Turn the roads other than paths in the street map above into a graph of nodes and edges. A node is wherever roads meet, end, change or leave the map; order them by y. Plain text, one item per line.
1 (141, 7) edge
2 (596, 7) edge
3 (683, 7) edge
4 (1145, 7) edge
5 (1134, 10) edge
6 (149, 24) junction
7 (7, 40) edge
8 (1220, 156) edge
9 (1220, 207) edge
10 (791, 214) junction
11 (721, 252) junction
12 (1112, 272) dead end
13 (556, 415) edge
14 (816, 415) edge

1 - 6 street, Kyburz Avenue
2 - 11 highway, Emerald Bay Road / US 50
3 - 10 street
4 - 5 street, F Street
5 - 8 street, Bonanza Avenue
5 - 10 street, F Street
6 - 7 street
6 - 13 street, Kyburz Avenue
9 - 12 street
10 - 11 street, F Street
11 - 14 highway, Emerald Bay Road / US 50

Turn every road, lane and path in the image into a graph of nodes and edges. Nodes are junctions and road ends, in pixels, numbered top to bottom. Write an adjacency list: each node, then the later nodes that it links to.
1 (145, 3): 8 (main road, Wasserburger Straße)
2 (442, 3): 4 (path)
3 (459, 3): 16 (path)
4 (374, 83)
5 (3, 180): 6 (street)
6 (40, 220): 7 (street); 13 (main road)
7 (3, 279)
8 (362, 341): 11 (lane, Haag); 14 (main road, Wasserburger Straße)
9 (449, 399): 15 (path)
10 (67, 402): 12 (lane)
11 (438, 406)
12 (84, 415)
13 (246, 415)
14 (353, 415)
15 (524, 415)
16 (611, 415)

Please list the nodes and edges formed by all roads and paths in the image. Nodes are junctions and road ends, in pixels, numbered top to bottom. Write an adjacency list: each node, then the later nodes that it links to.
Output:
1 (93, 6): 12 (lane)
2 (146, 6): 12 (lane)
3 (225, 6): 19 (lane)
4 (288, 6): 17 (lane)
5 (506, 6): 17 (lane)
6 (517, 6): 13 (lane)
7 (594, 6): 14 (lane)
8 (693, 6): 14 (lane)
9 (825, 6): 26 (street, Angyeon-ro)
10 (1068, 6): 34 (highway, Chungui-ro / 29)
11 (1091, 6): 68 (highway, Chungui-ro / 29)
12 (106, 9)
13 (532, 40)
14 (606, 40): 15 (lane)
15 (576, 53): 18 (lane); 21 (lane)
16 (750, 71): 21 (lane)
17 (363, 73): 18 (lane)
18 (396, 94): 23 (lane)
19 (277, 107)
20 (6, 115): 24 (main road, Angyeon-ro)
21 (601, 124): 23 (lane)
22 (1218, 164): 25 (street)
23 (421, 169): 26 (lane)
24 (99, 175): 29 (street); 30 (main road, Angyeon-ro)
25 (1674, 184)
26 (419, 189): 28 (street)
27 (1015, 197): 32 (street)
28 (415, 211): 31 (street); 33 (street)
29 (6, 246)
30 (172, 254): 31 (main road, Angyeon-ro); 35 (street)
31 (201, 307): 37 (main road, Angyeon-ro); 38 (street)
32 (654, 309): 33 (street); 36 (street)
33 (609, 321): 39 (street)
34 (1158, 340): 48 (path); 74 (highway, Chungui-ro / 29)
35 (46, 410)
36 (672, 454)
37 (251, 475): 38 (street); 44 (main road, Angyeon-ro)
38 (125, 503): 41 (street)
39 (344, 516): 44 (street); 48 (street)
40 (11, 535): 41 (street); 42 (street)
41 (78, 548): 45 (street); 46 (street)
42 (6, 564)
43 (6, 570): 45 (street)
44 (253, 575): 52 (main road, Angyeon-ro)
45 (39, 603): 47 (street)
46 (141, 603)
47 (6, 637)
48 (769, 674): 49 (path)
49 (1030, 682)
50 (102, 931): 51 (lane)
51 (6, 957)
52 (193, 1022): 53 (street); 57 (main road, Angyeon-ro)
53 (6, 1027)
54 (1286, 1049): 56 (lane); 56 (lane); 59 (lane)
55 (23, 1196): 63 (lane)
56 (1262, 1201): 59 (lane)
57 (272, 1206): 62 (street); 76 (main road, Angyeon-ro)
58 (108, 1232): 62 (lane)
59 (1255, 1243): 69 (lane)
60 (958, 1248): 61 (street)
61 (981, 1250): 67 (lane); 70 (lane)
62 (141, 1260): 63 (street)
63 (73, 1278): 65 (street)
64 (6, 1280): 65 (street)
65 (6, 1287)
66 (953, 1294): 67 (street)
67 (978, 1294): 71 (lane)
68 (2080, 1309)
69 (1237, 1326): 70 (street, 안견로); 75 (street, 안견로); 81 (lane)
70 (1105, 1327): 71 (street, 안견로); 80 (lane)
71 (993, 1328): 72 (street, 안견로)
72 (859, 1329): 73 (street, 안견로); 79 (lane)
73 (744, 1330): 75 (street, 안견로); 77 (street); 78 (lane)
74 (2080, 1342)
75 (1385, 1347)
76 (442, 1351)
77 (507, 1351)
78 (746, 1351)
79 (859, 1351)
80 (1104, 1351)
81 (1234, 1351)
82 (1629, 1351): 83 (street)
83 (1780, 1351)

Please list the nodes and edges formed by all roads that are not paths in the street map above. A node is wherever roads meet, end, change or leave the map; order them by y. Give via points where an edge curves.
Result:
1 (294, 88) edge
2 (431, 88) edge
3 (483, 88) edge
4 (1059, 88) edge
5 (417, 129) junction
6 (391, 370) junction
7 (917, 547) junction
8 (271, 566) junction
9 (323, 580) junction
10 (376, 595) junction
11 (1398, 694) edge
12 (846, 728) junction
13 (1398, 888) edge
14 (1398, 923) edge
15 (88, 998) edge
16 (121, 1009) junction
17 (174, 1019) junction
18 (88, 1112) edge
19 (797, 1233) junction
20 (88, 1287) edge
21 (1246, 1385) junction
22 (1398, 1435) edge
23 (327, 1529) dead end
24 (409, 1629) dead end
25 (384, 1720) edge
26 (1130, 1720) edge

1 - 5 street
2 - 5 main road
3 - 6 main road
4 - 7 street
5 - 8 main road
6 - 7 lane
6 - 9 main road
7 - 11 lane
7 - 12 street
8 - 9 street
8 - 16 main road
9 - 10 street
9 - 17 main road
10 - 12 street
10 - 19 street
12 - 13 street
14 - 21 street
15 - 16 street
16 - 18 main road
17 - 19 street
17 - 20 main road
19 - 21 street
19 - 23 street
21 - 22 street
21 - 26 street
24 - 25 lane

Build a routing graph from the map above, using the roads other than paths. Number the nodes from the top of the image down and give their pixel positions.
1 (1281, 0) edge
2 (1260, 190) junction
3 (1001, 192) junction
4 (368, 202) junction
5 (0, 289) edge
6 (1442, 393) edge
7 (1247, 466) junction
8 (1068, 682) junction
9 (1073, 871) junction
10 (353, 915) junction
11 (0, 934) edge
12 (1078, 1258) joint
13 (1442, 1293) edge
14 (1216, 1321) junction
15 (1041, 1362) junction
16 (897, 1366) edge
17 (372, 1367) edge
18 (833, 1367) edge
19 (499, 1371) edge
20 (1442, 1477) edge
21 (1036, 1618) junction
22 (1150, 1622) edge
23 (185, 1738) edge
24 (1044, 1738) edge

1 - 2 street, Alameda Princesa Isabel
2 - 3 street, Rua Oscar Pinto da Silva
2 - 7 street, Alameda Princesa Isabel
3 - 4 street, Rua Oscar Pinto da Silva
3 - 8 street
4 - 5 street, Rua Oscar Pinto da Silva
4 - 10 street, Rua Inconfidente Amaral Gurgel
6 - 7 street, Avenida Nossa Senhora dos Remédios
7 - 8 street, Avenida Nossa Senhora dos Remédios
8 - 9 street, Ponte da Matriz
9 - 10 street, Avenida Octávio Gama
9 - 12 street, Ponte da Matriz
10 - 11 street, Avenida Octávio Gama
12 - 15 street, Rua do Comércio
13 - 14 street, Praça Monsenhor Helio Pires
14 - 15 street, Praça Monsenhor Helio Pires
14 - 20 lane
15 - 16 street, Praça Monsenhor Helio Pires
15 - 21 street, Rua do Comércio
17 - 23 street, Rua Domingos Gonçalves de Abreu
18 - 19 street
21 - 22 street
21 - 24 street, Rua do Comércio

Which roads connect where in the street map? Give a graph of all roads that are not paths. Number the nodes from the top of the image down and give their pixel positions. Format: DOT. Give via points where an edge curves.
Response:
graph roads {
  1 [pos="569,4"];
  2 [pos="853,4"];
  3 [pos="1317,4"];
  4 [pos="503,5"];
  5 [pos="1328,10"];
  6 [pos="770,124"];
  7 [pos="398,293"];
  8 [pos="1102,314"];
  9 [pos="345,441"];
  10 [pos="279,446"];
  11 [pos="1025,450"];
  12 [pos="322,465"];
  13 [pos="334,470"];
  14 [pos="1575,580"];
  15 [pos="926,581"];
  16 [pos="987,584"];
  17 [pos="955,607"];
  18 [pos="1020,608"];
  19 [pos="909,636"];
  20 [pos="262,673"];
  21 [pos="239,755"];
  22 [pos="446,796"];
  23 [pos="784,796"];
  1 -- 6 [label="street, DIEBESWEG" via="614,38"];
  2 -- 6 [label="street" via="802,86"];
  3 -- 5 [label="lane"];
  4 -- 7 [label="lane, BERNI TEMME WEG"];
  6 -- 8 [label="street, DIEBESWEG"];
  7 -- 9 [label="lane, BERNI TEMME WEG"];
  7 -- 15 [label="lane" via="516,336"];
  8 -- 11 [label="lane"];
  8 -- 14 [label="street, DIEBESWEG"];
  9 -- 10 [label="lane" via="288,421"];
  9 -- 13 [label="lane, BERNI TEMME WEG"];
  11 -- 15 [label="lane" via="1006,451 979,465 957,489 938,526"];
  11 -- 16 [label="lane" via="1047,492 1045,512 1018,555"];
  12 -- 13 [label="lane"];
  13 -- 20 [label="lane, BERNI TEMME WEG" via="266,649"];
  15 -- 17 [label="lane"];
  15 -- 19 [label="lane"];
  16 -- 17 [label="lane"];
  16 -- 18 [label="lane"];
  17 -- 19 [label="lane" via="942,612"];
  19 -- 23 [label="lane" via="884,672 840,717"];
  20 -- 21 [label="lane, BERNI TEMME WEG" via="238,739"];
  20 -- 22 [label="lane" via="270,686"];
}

::::

- **TASK OBJECTIVE**: Among the lines above, find those with the word "Isabel" and list them.

- **TASK RESULT**:
1 - 2 street, Alameda Princesa Isabel
2 - 7 street, Alameda Princesa Isabel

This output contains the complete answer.